Show Me The Mission

I submitted this to the Military Times back in July, it was timed for the debut of the new OPR.  Apparently it didn’t make the cut, so I’m posting it here.  If the Times ever changes its mind, I’ll remove it from here.

Show me the mission

Officer performance reports (OPRs) have reportedly been overhauled, but it looks more like they have been stripped.  The mission has been abandoned, and a standards consolidation will test the integrity of the raters of company-grade officers.

Yes, it’s shorter, but at what cost?  The one-page OPR format was made possible through data reorganization and a disappointing elimination of unit mission descriptions and the officers’ impact on those missions.  The reorganization cost raters 33% of their space to assess their people, the additional raters gave up 20% of their space to concur, and the reviewers’ space was shrunk by 20%.  However, most of the space was purchased by combining the pre-existing 6 performance factors, along with a new fitness factor, into one line, which requires only one X to be entered.  The new form has been highly praised, but I’m not sure if it meets standards.

Years ago, OPRs had 10 performance factors, each of which required a small paragraph to explain how the officer actually met those standards.  After a while, it became obvious that while most officers were doing good work, sometimes their work had nothing to do with the mission they were supposed to be doing.  Some people argued that the wrong officers were being promoted because of a flawed OPR form.

So in 1988, “the mission” became the focus of officer performance reports.  The unit’s mission was described at the top of the form and the officer’s performance was required to have an impact on that mission.  The performance factors were reorganized into 6 and no writing was required to explain their performance, merely an X was placed in the meets, or does not meet, standards block.

But now, all we’ve done is go full circle back to the pre-1988 form and leave out the writing part which explained the officer’s performance.  It gives the appearance that the Air Force has decided that the mission doesn’t matter.  The form is praised as being based solely on performance, but it appears future promotion boards will be making decisions based solely on 6 lines of assessment given by a rater with an unknown mission.

For years, I heard it preached that, as a supervisor, one of our most important jobs was to ensure we accurately documented the performance of our people in writing.  Since Air Force officers are promoted and chosen for special duties mainly from what is written in the performance reports, OPRs are of paramount importance to their careers.  Was that just another one of those old-fashioned ideas that needed to fade away?

But there is another, more dismal change in the new form.  Since the same form is used for all officers, from Second Lieutenant through Colonel, the performance standards for field-grade officer and company-grade officer are now the same.

While the Air Force has often treated many of their field-grade officers, especially aviators, as if they were company-grade officers, it has always expected them to behave and perform as field-graders.  But now the new OPR form clearly shows that company-grade officers are to behave and perform to the same standards as the more seasoned field-grade officers do.

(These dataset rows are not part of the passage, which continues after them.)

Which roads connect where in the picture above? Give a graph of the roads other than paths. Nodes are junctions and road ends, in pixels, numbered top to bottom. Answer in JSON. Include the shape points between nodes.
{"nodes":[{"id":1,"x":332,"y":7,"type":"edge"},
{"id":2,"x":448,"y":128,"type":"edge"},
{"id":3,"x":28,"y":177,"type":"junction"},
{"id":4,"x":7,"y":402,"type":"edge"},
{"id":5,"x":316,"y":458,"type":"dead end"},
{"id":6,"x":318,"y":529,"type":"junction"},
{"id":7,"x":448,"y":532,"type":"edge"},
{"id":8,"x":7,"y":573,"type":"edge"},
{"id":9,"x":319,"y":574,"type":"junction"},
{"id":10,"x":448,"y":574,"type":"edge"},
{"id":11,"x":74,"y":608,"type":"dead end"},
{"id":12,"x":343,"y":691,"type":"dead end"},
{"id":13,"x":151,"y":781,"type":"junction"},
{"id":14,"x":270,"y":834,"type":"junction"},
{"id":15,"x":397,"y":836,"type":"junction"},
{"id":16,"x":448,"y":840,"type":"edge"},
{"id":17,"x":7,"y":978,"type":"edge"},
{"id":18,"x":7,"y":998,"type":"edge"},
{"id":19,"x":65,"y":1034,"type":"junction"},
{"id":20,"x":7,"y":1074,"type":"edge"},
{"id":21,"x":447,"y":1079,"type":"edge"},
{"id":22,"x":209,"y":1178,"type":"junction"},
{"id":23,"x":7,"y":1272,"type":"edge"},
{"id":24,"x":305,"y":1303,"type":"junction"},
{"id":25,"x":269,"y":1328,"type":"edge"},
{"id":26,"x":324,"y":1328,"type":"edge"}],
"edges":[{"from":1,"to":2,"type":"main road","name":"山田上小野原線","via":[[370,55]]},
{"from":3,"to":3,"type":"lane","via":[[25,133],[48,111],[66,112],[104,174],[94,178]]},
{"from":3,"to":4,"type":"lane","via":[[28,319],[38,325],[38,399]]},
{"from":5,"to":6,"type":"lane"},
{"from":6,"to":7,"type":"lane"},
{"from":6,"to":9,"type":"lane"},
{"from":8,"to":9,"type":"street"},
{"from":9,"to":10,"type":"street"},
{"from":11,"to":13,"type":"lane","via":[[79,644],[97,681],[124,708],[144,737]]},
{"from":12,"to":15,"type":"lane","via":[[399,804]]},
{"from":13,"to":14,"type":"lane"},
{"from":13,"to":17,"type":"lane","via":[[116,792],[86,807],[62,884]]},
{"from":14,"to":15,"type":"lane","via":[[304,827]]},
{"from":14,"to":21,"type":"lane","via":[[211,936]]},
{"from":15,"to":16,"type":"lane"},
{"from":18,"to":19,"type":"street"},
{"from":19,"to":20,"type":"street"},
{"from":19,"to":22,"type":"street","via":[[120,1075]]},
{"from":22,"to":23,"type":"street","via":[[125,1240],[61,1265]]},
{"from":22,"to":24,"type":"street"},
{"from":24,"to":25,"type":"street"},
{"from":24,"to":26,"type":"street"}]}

So, will Lieutenants and Captains suffer when evaluated against these new standards?  Probably not.  More than likely, busy supervisors will give as much adherence to holding the company-grade officers to the new performance standards as they have given to the requirement to provide performance feedback.

Will the Air Force’s mission suffer if its officers focus more on their personal performance metrics than they do on their unit’s mission accomplishment?  You can bet on it, because … it just makes sense.